Walter Mastropietro is the luckiest SOB alive. Or maybe the unluckiest man alive.
You decide.
He was the 61-year old man from Westfield, New Jersey, who got sucked into and over the Allagash Falls in a Wal-Mart kayak and lived to talk about it. I call him Walter because Mastropietro is too hard to spell.
“I am thankful to the Lord,” he said this week, still recuperating from a host of injuries suffered from smashing into rocks — with his face. One thing he did right: He wore a helmet. Otherwise Walter would not be talking to anyone.

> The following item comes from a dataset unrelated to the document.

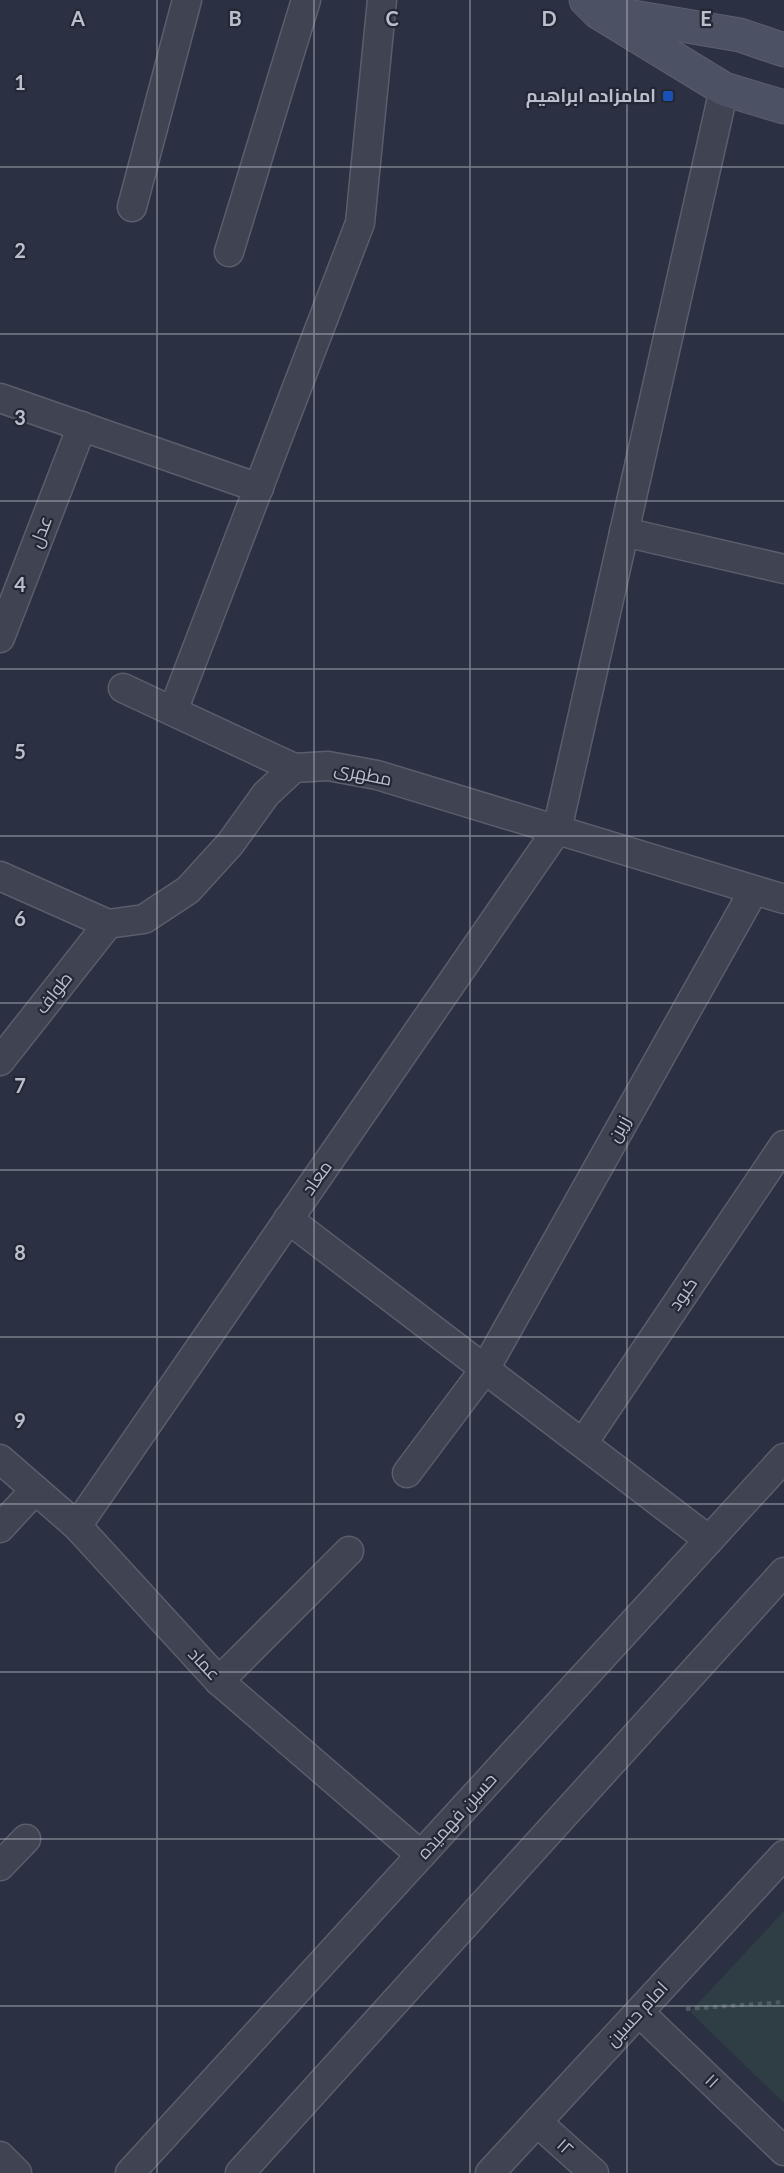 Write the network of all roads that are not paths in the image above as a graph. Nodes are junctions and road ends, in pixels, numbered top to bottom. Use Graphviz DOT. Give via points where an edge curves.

Like me, Walter is a flatwater kayaker, taking only reluctantly to fast and churning water. I was with the Upsidedown Canoe Club years ago, when we almost went over those same 40-foot falls in a heavy rainstorm.
Walter has a place in Moncton, New Brunswick, and naturally heard about the charm of paddling the Allagash, one of the nation’s most famous rivers. He read a story on a planned festival in a kayaking magazine, and on Aug. 23 he rejected the torturous multi-day trip to the falls that many paddlers take and decided to drive to the ranger’s cabin at Michaud Farm, then make the short two-hour paddle to the falls.

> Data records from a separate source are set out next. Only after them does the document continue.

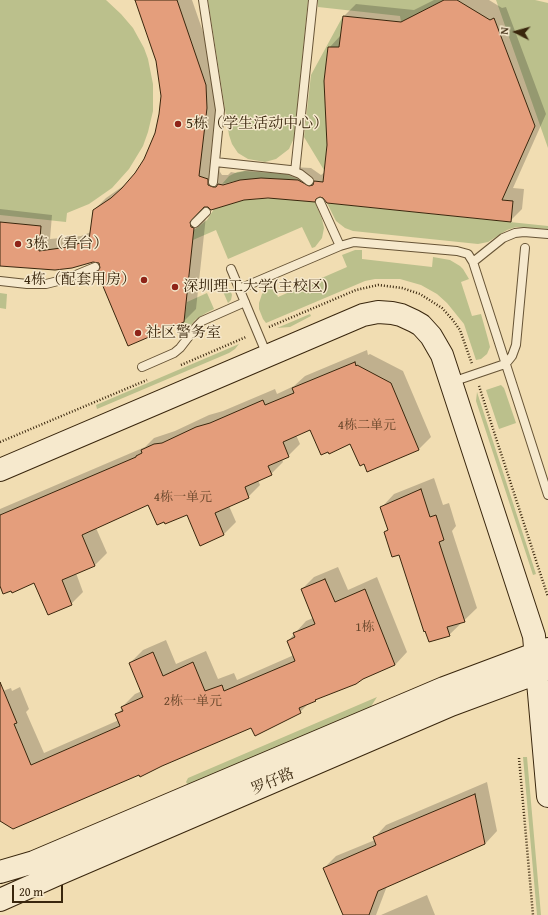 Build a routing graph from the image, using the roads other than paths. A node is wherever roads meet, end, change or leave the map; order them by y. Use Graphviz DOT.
graph roads {
  1 [pos="203,0"];
  2 [pos="313,0"];
  3 [pos="215,162"];
  4 [pos="295,172"];
  5 [pos="308,181"];
  6 [pos="213,182"];
  7 [pos="320,202"];
  8 [pos="206,212"];
  9 [pos="195,223"];
  10 [pos="548,234"];
  11 [pos="340,246"];
  12 [pos="525,248"];
  13 [pos="473,262"];
  14 [pos="95,267"];
  15 [pos="231,269"];
  16 [pos="0,281"];
  17 [pos="240,289"];
  18 [pos="245,302"];
  19 [pos="267,356"];
  20 [pos="506,363"];
  21 [pos="142,367"];
  22 [pos="451,382"];
  23 [pos="0,470"];
  24 [pos="548,495"];
  25 [pos="542,661"];
  26 [pos="548,796"];
  27 [pos="0,872"];
  28 [pos="0,900"];
  1 -- 3 [label="lane"];
  2 -- 4 [label="lane"];
  3 -- 4 [label="lane"];
  3 -- 6 [label="lane"];
  4 -- 5 [label="lane"];
  7 -- 11 [label="lane"];
  8 -- 9 [label="lane"];
  10 -- 13 [label="lane"];
  11 -- 13 [label="lane"];
  11 -- 17 [label="lane"];
  12 -- 20 [label="lane"];
  13 -- 20 [label="lane"];
  14 -- 16 [label="lane"];
  15 -- 17 [label="lane"];
  17 -- 18 [label="lane"];
  18 -- 19 [label="lane"];
  18 -- 21 [label="lane"];
  19 -- 22 [label="main road"];
  19 -- 23 [label="main road"];
  20 -- 22 [label="lane"];
  20 -- 24 [label="lane"];
  22 -- 25 [label="main road"];
  25 -- 26 [label="main road"];
  25 -- 27 [label="main road, 罗仔路"];
  25 -- 28 [label="main road, 罗仔路"];
}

It was 8:40 a.m. when he left, alone.
He made it too fast. “I missed the sign. I knew I was getting close, then I was in fast water and I heard the roar. I still didn’t think it was the falls, and then I got sucked in,” he said. “It happened too quickly. I wasn’t paying attention.”
It was about 10:30 a.m.
His sit-inside kayak slammed into a rock and both he and the kayak went under several feet of water.
“It happened all so fast, before I knew it. Then I was trapped in 25 to 30 feet of water. I had to breathe, but I knew better, trapped underwater. I held it and finally broke the surface,” he said.
It wasn’t over yet. “I went through three or four rapids, down again. Up again,” he said. Finally Allagash Falls spit him out, battered, bloody and broken.
At the hospital, doctors told him he had three breaks in his cheek bone, a torn ligament in his one finger and a broken ankle. He bruised and battered all over, but he was alive. “My left eye was swollen shut. I looked like Frankenstein,” he said.
“I tried to get off the river on the left, but the current was too strong. The right side seemed calmer. I sat on a big rock for 20 minutes, getting my breathing back. I took off for shore, touching the bottom. It was about 25 feet to the shore.”
He took stock of the situation, bleeding from his nose and cheek, spitting blood. “I was scared and alone.”
The “lucky” part came four or five hours later when a canoe party made the portage around the falls and found him. The party included an EMT and an experienced first responder. “They came from heaven, “Walter said. One of them even had a satellite phone. There is no cell service on the river.
The canoe party carried Walter back across the portage to meet ranger Trevor O’Leary. He was taken back to Michaud Farm and then two hours to Northern Maine Medical Center in Fort Kent. Doctors there patched him up and opted to transfer him south. His injuries were not deemed serious enough for an airlift, so it was back in the ambulance for a six hour drive to Maine Medical Center in Portland.
He was so beat up that he was in rehabilitation for five weeks.
It wasn’t over yet. When he left the hospital, he didn’t have a dime. His wallet and credit cards were still in his truck at Michaud Farms. Somehow he got a replacement credit card but had no identification. He had to use his hospital discharge papers as ID to charge a bus ride back to Caribou. He couldn’t even buy groceries at the supermarket — again because of no identification. He borrowed $10 at a breakfast spot to pay someone to take him back to his car, back at Michaud Farms.
Looking back, he said, “I thought that was the end of it all. It was divine intervention. That helmet and PFD saved my life.”
He recovered his Wal-Mart kayak, battered but still usable. He will continue flatwater paddling from now on. But no rapids, no falls.
Me, too.
Emmet Meara lives in Camden in blissful retirement after working as a reporter for the Bangor Daily News in Rockland for 30 years.